196MO - Anlotinib plus etoposide/carboplatin (EC) versus placebo plus EC in first-line therapy for extensive-stage small cell lung cancer (ES-SCLC): A randomized, double-blind, parallel controlled, phase III trial (ETER 701)

Background

The overall survival (OS) improvement of immunochemotherapy in ES-SCLC is far from satisfactory. It is found that anlotinib (an anti-angiogenesis drug) could reprogram immunosuppressive tumor microenvironment and synergistic therapeutic benefits when combined with Immune checkpoint inhibitors and/or chemotherapy. ETER701 is the first randomized phase III trial evaluating anlotinib + etoposide/carboplatin (EC) ± benmelstobart (a novel developed PD-L1 inhibitor) vs placebo + EC in first-line ES-SCLC therapy. A historically longest OS was observed with anlotinib + EC + benmelstobart vs placebo + EC. Here we present the data of anlotinib + EC (anlotinib arm) vs placebo + EC (EC arm).

Methods

In this multicentre, double-blind, placebo-controlled phase III study, eligible ES-SCLC patients were randomized (1:1:1) to receive benmelstobart + anlotinib + EC or placebo + anlotinib or placebo + EC for four 21-day cycles, followed by maintenance therapy with benmelstobart + anlotinib or placebo + anlotinib or placebo + EC. Co-primary endpoints were progression-free survival (PFS) assessed by the independent review committee (IRC) and OS in the intention-to-treat population.

Results

738 patients were enrolled between March 18, 2020 and December 18, 2021. 245 patients were assigned to anlotinib arm and 247 to EC arm.

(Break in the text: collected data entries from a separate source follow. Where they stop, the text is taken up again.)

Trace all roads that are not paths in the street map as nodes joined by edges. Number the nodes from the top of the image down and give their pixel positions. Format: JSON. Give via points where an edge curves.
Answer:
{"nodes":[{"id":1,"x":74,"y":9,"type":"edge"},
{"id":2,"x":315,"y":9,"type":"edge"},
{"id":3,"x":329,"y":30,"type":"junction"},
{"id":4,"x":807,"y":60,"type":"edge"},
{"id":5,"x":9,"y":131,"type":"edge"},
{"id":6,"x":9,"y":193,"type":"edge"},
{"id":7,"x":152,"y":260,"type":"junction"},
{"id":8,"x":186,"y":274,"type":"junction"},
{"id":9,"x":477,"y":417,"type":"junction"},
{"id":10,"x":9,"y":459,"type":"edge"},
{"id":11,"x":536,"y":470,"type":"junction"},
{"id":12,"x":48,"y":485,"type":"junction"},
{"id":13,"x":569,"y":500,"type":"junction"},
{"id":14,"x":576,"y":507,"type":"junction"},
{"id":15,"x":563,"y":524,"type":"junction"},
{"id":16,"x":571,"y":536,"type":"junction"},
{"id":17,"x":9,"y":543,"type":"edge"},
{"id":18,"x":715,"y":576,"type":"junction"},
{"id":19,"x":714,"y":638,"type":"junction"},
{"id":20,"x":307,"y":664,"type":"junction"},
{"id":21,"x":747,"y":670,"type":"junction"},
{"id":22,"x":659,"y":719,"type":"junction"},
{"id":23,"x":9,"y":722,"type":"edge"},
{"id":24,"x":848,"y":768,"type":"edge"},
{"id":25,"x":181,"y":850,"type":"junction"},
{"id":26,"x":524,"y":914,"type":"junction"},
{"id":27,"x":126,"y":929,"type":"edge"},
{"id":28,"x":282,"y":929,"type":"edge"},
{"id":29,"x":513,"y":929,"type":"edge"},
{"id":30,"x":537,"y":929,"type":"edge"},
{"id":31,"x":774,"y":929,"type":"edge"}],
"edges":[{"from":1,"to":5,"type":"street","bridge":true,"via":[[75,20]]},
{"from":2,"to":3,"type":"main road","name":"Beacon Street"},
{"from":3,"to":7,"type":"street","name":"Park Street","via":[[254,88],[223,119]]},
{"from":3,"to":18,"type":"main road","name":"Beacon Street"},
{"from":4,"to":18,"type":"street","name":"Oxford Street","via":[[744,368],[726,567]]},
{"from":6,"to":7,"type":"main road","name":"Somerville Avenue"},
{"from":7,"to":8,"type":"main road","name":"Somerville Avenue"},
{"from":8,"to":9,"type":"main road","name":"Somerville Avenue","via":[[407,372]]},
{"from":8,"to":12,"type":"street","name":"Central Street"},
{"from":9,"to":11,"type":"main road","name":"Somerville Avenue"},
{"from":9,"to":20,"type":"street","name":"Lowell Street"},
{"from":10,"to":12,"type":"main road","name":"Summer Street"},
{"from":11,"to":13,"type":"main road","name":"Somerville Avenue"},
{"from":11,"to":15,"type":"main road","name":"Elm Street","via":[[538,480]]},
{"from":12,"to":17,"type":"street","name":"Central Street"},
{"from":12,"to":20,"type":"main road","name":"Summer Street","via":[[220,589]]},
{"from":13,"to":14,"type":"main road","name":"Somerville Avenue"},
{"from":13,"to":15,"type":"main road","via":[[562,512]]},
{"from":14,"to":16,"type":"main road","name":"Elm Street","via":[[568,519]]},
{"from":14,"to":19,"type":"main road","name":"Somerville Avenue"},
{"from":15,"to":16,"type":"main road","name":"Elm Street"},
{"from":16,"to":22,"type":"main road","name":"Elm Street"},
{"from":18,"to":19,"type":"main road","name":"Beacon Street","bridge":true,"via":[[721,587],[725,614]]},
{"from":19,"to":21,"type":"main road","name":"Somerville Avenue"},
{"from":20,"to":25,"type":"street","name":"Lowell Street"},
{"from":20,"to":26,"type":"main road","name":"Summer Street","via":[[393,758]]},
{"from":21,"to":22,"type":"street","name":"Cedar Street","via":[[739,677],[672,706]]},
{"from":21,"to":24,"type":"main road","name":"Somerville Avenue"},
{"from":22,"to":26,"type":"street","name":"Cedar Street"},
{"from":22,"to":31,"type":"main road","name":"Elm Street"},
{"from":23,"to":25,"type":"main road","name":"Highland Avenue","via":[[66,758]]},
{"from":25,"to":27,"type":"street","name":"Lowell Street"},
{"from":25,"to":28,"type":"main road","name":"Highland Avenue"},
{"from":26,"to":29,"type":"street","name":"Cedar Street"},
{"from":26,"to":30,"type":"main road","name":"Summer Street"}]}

With a median follow-up of 14.0 months (data cut-off May 14, 2022), median PFS in anlotinib arm was significantly longer than in EC arm (5.6 months vs 4.2 months; HR, 0.44; 95%CI, 0.36 to 0.55; P<0.0001), median OS was 13.3 months in anlotinib arm and 11.9 months in EC arm (HR, 0.86; 95%CI, 0.67-11.10; P=0.1723). The incidence of grade 3 or higher treatment-related adverse events was 94.3% vs 87.0%, and 2.5% vs 1.6% were grade 5, respectively.

Conclusions

Anlotinib plus chemotherapy showed a significant PFS improvement and a numerical OS benefit over chemotherapy in the first-line ES-SCLC therapy. The survival benefits of anti-angiogenesis plus chemotherapy is comparable to immunochemotherapy, and the safety profile is tolerable and manageable.

Clinical trial identification

NCT04234607.

Legal entity responsible for the study

Chia Tai Tianqing Pharmaceutical Group Co., Ltd.

Funding

Chia Tai Tianqing Pharmaceutical Group Co., Ltd.

Disclosure

All authors have declared no conflicts of interest.